• _Excerpted records_:

==================================================

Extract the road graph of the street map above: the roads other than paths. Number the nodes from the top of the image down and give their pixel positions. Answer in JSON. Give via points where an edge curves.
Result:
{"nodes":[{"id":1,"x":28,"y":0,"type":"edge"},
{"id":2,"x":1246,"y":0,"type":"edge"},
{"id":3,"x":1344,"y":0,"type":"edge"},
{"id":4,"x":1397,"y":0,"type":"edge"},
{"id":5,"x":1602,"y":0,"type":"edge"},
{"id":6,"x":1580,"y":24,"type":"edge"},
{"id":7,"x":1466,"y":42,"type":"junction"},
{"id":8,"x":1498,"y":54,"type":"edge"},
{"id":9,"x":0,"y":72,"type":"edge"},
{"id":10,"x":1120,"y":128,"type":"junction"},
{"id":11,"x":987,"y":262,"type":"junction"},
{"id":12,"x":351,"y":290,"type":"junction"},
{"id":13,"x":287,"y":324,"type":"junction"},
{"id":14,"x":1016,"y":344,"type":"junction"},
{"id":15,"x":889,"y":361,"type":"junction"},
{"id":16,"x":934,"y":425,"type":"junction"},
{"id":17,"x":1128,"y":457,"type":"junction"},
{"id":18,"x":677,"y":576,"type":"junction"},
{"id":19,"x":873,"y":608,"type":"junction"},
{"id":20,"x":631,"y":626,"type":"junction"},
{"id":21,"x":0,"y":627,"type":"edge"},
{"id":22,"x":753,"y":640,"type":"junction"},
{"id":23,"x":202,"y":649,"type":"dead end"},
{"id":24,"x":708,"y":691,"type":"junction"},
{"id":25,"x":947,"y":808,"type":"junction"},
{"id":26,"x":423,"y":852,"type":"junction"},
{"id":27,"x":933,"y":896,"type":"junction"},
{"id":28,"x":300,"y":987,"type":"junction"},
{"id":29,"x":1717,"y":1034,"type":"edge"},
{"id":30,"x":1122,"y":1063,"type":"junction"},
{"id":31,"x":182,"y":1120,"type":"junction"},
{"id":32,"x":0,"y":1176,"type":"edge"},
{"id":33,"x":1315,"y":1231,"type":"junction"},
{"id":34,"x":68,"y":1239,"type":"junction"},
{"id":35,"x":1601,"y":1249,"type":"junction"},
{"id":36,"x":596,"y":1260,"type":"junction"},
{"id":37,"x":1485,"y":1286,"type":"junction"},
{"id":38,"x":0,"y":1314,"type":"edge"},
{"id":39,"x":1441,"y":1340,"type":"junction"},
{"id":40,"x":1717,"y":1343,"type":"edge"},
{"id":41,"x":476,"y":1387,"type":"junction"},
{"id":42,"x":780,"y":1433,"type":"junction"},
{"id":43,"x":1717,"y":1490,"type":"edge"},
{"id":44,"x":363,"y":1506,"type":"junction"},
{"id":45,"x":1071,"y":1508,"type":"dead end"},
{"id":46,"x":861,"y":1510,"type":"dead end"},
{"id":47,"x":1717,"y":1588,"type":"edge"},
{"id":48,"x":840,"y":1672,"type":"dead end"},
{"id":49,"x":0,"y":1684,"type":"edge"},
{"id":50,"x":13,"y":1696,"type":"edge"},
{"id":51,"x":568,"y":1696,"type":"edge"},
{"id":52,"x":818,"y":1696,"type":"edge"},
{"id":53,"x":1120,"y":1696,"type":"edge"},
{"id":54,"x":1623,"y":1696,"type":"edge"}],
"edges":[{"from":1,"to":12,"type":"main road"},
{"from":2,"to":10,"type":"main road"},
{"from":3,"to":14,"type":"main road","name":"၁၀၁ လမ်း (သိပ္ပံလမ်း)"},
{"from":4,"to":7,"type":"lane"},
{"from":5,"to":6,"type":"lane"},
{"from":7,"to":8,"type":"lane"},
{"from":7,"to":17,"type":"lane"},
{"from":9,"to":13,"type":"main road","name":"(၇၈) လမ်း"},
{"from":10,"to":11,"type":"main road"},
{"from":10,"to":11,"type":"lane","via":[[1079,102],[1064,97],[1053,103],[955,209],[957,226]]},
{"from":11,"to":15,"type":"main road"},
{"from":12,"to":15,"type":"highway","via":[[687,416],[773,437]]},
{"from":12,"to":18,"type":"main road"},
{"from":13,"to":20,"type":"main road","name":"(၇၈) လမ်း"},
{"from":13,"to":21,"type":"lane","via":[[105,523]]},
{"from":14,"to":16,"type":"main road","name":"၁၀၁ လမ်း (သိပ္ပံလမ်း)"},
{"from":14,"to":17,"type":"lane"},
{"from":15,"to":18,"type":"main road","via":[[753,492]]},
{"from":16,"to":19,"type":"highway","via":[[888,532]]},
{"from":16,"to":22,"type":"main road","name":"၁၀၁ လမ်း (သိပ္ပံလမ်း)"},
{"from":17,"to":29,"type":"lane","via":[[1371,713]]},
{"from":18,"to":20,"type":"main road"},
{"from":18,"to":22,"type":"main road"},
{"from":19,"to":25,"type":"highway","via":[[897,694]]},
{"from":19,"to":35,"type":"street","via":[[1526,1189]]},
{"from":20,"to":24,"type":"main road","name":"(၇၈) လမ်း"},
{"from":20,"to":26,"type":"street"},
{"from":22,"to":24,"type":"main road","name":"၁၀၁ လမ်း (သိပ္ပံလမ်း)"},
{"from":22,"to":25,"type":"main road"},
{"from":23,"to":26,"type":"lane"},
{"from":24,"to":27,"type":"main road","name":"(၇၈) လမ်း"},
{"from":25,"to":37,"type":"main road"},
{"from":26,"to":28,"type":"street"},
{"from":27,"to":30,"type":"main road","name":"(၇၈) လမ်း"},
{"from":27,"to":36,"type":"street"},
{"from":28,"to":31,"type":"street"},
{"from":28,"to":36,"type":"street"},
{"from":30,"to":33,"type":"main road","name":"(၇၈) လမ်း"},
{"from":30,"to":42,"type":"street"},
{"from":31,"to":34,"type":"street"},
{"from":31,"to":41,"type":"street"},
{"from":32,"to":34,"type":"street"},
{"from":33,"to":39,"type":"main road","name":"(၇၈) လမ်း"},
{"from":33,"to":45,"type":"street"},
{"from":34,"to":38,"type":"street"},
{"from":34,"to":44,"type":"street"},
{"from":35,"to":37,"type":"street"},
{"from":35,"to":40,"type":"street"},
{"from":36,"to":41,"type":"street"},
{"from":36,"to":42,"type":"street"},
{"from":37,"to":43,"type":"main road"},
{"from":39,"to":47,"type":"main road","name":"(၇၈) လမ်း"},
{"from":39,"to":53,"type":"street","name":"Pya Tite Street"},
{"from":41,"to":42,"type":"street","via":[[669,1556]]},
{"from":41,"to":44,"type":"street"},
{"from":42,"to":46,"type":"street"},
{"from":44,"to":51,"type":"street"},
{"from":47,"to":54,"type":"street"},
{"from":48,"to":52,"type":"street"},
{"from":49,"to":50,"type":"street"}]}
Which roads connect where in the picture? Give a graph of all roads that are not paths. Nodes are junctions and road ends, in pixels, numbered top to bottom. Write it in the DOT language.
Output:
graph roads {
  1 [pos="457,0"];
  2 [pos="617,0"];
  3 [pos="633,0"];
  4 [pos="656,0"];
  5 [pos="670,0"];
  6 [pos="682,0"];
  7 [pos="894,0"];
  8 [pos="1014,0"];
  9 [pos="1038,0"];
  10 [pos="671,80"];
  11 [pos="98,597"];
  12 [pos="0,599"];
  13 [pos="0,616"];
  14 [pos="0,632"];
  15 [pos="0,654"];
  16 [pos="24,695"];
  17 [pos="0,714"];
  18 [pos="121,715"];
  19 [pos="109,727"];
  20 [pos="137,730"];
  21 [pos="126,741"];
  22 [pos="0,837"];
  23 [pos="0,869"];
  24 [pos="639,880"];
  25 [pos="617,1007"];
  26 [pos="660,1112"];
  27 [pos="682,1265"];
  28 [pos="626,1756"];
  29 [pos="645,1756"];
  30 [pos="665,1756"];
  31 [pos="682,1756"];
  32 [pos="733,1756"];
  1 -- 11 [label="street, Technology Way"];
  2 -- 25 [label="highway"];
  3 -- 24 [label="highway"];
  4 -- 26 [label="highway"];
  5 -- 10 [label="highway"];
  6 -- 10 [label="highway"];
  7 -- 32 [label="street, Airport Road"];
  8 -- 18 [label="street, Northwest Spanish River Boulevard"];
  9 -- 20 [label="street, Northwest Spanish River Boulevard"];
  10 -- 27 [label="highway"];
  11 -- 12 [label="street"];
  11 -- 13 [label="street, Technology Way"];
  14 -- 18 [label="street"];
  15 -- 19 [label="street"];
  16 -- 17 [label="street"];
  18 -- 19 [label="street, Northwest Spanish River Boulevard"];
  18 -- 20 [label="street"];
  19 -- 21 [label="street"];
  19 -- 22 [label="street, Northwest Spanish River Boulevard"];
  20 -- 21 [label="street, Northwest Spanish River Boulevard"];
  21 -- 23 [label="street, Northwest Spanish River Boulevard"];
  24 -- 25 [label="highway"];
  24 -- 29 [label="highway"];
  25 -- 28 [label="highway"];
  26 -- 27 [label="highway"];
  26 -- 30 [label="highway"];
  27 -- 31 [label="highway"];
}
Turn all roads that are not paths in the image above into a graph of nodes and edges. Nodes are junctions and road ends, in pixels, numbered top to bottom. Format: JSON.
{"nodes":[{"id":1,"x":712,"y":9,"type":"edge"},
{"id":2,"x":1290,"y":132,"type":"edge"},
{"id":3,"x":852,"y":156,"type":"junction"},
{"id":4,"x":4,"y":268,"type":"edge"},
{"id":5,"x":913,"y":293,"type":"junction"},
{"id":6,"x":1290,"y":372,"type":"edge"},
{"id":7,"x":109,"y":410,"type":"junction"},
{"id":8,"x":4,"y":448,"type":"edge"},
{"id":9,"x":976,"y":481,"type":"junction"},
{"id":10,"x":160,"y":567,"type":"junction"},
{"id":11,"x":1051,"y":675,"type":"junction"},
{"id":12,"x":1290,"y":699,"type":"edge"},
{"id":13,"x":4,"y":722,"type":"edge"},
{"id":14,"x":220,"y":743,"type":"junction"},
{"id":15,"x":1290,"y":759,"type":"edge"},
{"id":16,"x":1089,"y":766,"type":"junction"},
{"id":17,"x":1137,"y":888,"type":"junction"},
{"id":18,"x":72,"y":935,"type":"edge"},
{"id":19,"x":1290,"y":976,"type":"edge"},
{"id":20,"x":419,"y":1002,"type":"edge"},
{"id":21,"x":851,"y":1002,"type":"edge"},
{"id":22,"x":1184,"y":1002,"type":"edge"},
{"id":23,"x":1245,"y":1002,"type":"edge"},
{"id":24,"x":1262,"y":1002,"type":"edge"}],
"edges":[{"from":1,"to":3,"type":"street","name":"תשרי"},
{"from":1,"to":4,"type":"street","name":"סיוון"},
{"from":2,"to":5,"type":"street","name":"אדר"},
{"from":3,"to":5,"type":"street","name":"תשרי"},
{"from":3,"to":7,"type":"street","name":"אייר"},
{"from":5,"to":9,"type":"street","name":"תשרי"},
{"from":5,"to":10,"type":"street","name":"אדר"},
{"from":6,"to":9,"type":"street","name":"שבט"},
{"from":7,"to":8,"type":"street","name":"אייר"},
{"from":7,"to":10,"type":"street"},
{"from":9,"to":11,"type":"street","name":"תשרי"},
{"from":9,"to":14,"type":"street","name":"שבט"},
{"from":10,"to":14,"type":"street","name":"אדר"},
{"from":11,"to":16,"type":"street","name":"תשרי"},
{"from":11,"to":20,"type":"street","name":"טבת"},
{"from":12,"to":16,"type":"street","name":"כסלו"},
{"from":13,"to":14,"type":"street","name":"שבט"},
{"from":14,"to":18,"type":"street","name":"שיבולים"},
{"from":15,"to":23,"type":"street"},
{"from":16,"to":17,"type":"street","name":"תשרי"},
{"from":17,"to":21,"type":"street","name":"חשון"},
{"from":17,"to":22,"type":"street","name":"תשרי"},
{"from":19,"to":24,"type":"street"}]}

==================================================

Scan the data above for the word "Technology", then copy every line that holds it.

• _Answer area_:
  1 -- 11 [label="street, Technology Way"];
  11 -- 13 [label="street, Technology Way"];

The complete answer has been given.